Task requirements
How many lines in the records below contain "Pascoli"? Reply with the number alone.

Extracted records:
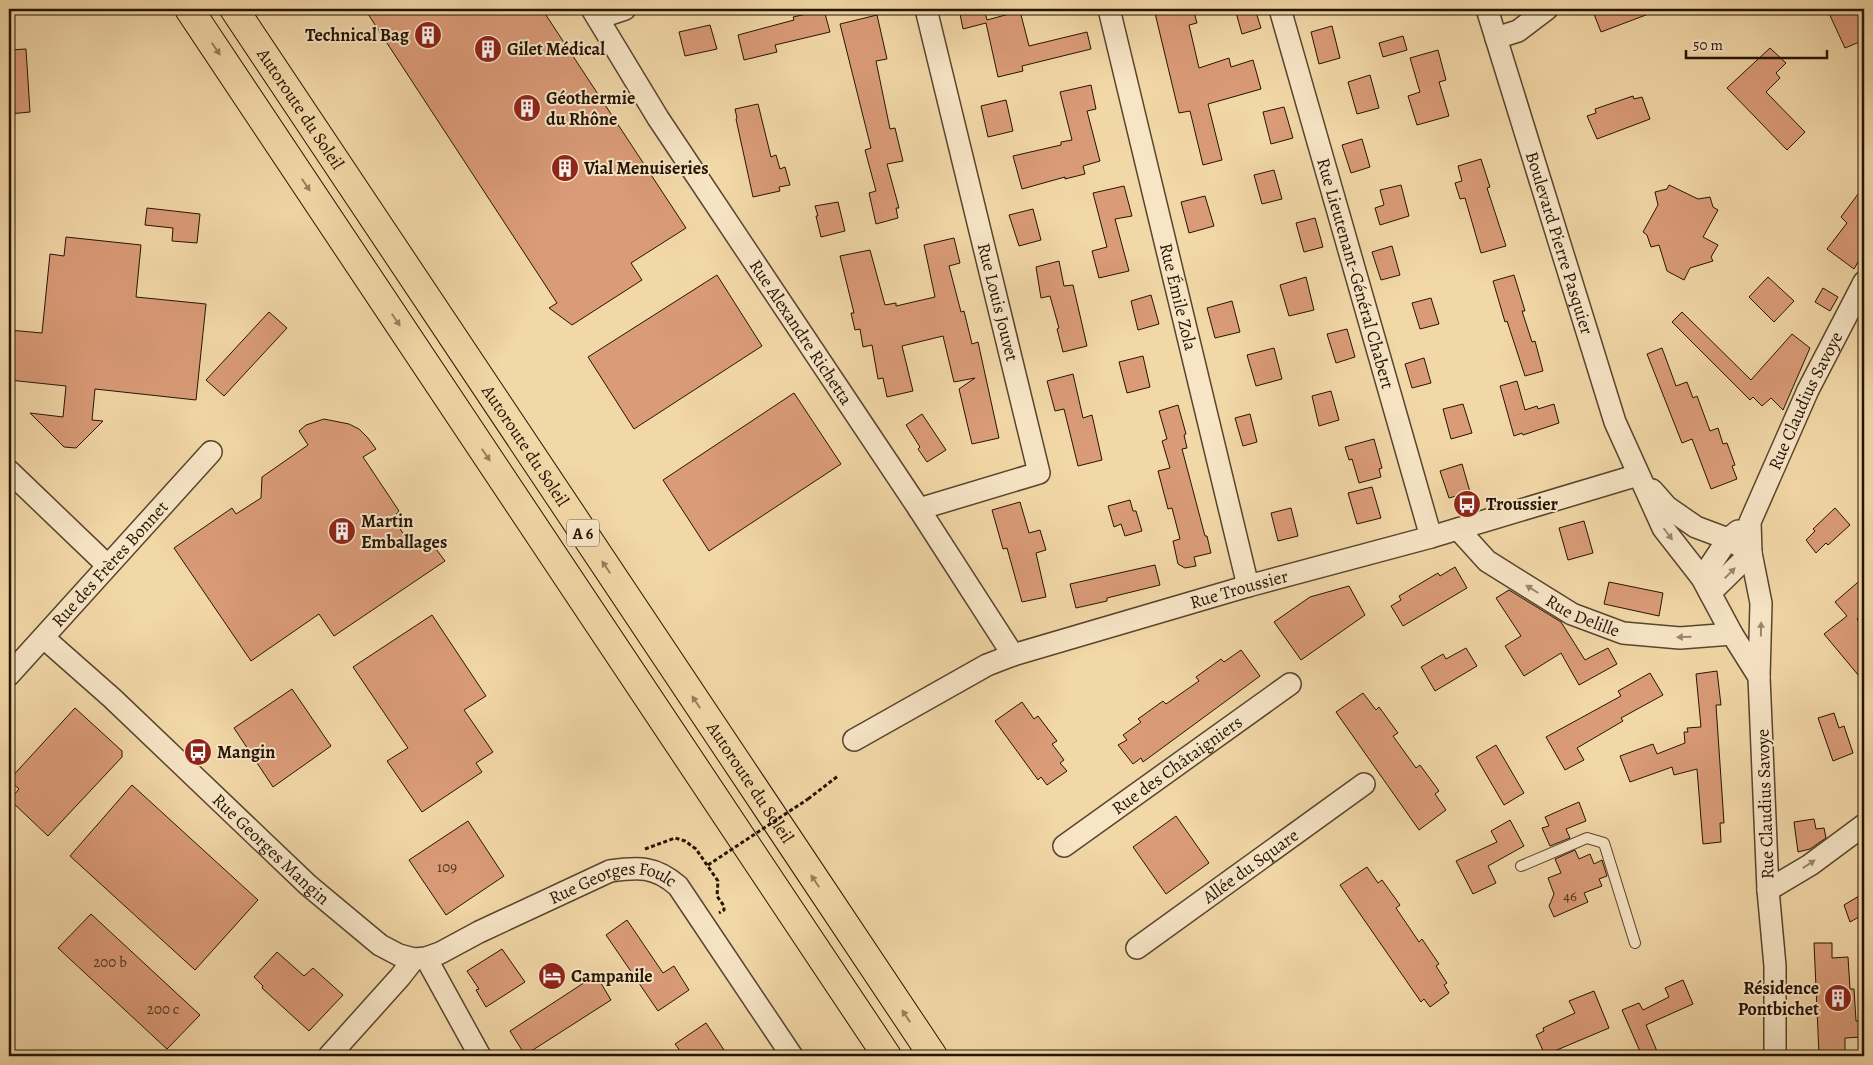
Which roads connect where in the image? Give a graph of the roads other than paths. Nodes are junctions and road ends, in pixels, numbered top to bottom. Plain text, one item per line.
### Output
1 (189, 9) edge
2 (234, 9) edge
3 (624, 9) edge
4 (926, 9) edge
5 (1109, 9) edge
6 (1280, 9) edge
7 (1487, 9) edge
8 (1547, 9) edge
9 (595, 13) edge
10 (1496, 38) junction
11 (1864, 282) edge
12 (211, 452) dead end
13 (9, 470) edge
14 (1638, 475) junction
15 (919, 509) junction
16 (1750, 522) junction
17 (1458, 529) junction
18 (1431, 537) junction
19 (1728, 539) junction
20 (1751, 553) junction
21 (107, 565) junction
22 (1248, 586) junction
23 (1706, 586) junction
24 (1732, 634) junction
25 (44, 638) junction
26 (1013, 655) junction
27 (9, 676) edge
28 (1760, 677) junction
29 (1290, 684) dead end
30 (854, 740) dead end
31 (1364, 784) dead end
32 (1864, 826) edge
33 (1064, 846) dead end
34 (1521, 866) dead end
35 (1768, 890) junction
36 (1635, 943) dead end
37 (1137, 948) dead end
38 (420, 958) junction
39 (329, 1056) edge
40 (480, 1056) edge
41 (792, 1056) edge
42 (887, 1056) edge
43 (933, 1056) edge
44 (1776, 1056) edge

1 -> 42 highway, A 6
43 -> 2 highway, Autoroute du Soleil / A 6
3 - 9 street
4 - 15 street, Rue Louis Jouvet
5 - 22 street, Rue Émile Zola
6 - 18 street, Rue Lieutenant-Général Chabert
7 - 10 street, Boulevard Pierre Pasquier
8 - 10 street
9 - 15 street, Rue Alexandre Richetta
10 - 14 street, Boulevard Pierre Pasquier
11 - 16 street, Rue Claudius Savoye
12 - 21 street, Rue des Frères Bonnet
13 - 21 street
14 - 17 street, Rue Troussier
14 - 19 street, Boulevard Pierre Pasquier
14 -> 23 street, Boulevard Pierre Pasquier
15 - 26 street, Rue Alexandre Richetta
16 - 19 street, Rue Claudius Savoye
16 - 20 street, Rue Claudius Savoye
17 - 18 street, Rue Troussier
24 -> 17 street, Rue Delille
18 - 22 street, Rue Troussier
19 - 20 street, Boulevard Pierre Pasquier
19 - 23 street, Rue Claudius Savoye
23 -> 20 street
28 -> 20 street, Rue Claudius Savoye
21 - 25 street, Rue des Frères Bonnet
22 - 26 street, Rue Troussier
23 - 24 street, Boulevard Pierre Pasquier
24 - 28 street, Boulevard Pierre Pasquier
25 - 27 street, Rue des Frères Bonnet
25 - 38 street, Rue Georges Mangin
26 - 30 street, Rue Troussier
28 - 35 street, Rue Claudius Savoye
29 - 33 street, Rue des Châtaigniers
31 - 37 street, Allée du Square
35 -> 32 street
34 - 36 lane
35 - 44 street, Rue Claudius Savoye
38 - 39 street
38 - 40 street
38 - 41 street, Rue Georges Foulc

--

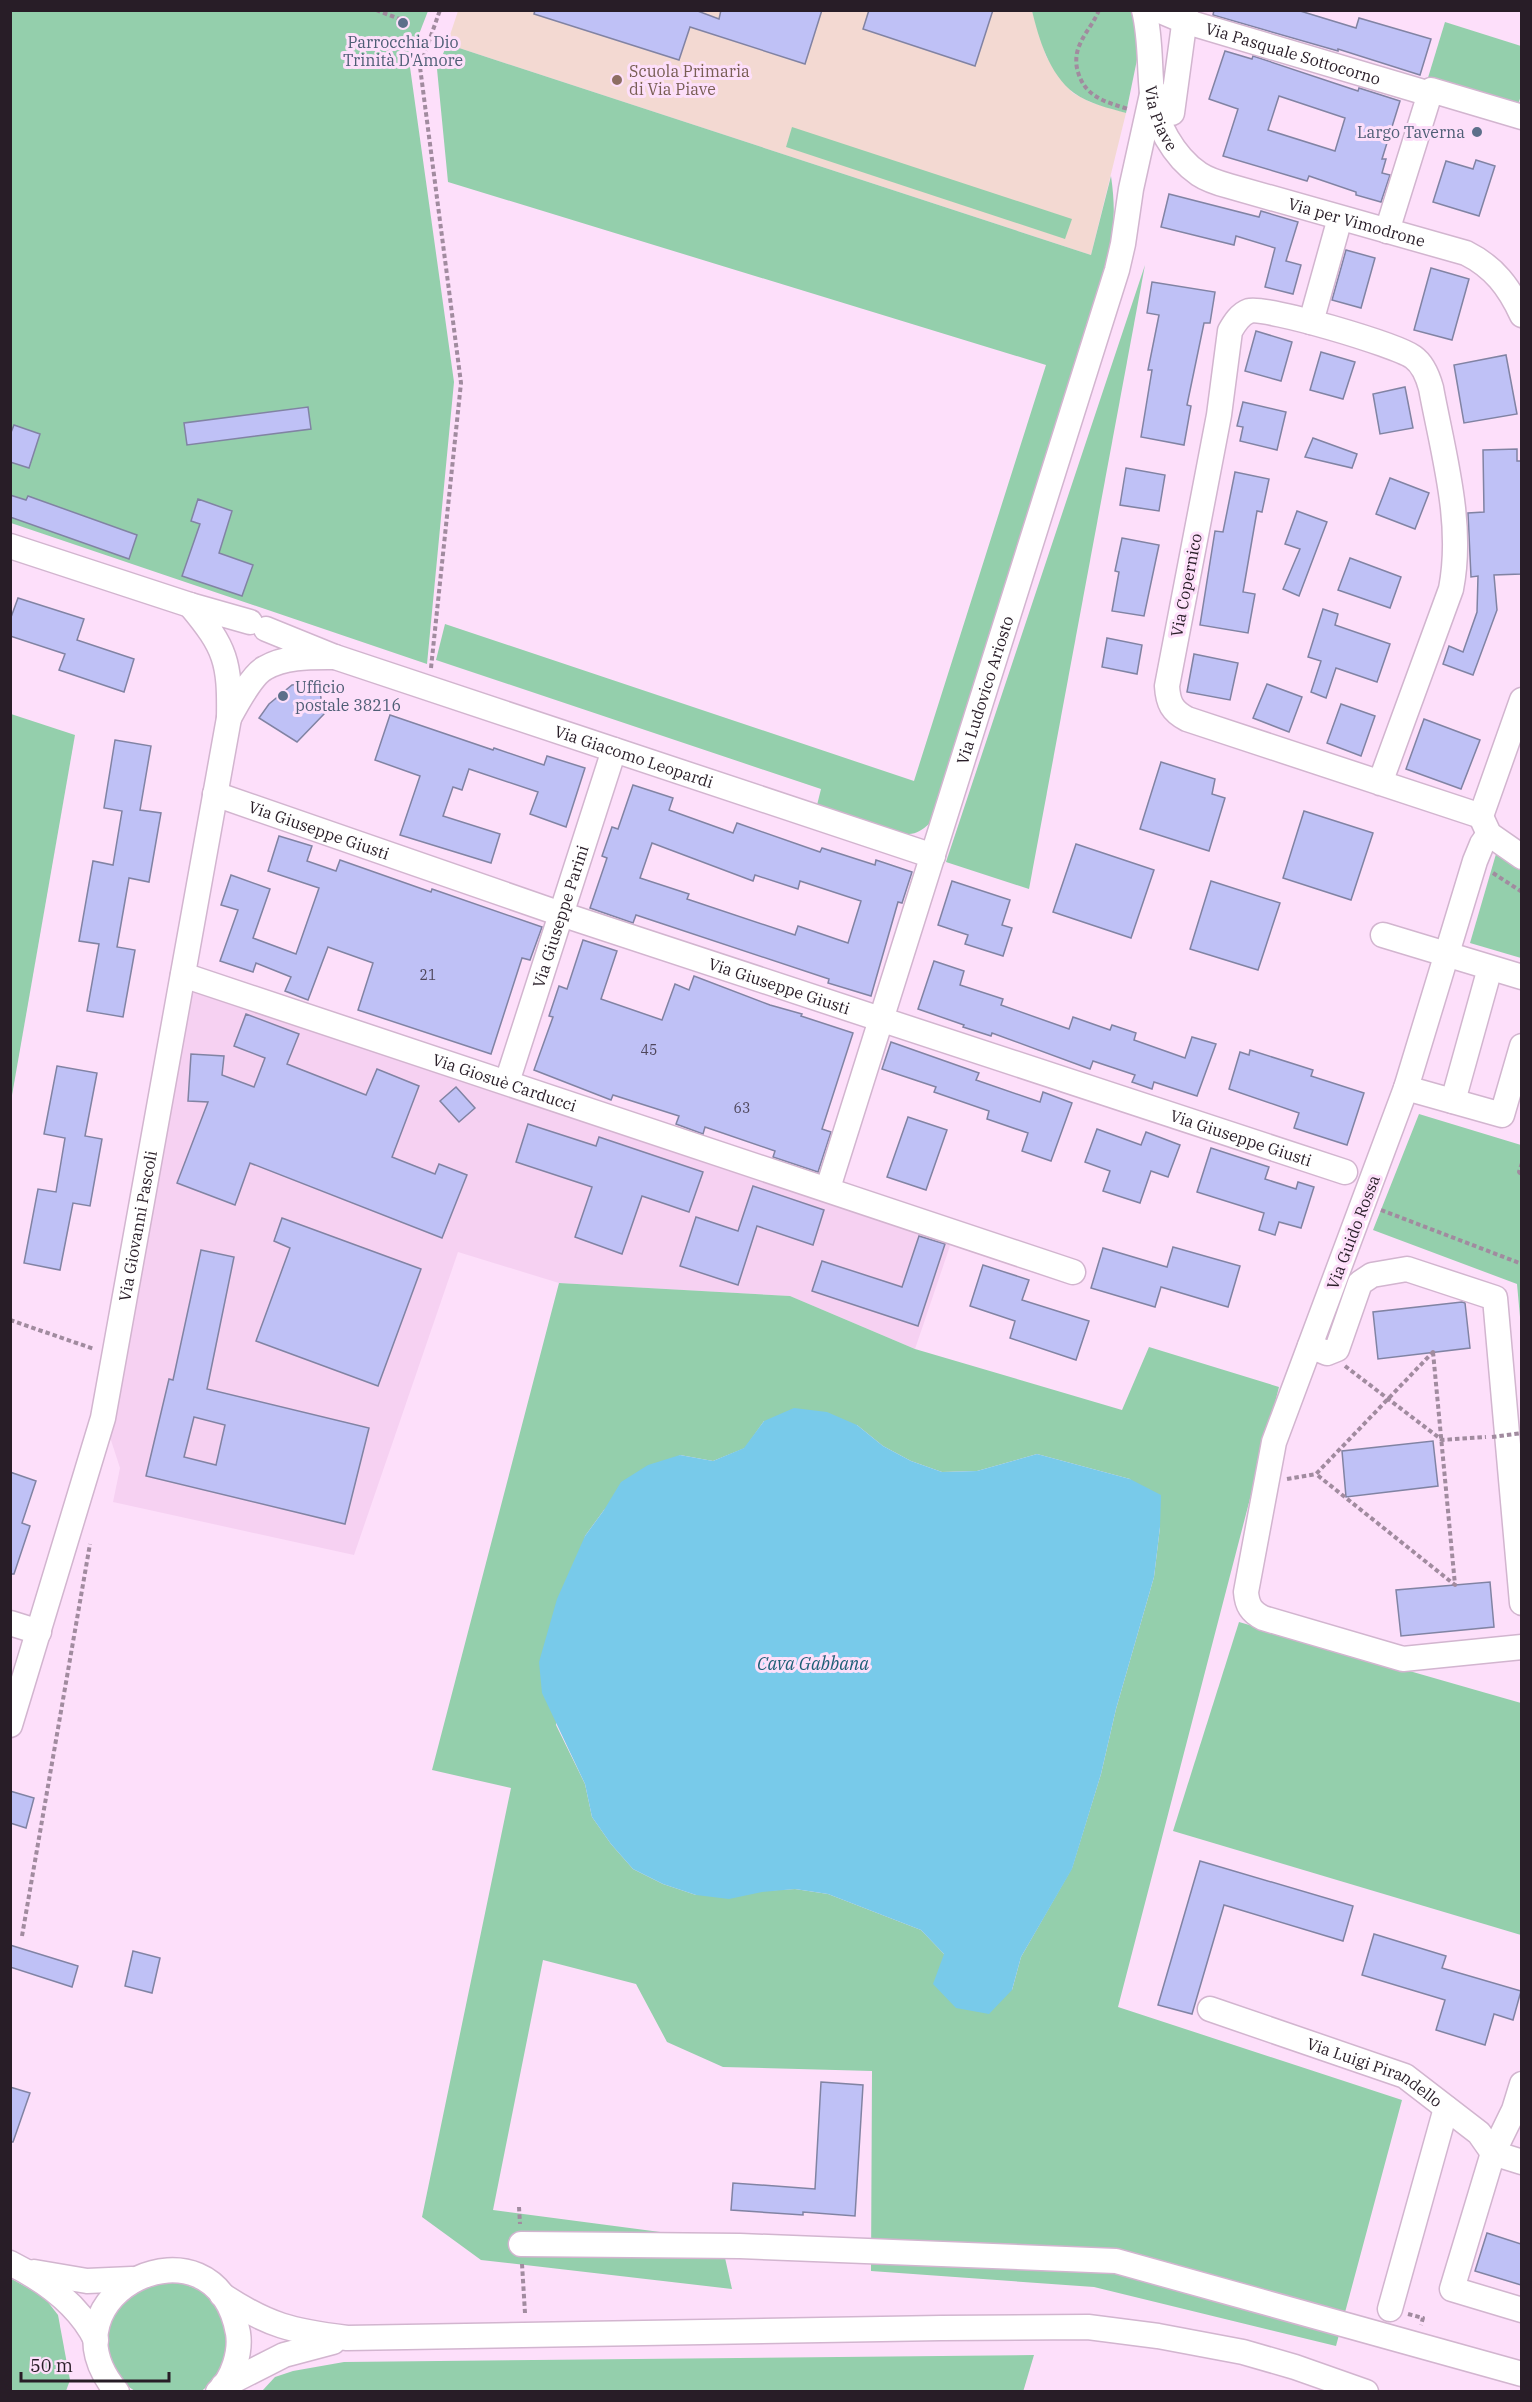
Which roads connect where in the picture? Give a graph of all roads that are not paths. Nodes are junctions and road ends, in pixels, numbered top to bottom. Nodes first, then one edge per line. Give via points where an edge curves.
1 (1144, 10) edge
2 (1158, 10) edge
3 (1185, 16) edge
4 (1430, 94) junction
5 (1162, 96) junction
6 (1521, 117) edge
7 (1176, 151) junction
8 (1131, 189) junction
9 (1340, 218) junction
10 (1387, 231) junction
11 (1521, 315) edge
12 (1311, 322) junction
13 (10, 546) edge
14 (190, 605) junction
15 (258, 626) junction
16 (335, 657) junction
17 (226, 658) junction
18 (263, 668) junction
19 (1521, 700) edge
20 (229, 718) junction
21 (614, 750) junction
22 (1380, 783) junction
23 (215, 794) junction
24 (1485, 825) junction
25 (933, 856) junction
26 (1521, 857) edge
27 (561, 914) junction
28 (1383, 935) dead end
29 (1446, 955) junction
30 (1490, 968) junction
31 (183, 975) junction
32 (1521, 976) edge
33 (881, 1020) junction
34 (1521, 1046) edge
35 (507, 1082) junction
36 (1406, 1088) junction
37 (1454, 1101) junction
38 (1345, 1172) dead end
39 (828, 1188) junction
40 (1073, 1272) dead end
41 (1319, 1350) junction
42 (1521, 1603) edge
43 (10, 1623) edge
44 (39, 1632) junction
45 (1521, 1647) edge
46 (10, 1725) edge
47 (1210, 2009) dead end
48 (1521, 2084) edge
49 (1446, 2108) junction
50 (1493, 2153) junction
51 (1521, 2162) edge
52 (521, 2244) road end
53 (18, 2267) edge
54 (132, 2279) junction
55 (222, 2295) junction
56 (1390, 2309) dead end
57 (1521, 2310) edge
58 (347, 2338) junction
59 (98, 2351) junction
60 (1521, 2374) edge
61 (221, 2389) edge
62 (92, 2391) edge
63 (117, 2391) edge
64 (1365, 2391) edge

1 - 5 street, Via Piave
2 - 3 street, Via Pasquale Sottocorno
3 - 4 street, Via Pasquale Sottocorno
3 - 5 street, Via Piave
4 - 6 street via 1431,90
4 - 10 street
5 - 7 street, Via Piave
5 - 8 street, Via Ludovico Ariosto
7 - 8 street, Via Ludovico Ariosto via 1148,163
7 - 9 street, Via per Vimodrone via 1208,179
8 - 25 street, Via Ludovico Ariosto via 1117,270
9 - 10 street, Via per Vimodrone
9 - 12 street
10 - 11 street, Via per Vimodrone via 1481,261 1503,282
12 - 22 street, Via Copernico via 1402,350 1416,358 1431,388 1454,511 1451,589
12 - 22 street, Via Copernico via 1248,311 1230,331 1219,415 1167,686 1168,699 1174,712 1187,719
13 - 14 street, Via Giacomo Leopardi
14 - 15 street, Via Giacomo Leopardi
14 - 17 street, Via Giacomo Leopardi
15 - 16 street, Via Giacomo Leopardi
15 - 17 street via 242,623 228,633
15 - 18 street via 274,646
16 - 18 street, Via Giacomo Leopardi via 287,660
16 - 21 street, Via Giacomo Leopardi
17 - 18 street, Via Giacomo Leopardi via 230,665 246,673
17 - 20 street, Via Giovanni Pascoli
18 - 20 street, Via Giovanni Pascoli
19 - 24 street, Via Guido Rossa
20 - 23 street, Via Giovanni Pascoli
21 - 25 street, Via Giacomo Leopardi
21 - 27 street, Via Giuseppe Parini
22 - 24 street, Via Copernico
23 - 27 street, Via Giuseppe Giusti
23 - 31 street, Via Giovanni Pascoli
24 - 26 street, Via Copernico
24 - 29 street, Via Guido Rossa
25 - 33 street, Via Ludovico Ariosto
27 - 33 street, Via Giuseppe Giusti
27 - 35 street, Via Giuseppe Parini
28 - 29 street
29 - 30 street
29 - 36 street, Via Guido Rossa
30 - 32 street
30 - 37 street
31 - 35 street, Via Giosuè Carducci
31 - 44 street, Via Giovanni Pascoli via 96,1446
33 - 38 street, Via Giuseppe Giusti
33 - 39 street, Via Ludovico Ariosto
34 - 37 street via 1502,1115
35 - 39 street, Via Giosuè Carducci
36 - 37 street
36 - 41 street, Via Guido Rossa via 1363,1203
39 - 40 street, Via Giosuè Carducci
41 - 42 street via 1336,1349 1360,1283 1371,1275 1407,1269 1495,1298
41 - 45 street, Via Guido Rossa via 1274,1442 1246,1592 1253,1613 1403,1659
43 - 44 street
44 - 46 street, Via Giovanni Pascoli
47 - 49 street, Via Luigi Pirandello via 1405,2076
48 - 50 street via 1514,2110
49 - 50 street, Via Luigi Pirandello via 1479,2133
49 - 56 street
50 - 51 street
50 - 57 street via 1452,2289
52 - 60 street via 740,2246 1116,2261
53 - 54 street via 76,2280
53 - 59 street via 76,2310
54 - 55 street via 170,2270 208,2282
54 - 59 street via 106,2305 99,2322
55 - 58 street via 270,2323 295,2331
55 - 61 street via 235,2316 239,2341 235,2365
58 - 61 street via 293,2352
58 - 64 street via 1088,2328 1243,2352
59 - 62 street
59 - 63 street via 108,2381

Result of the task
6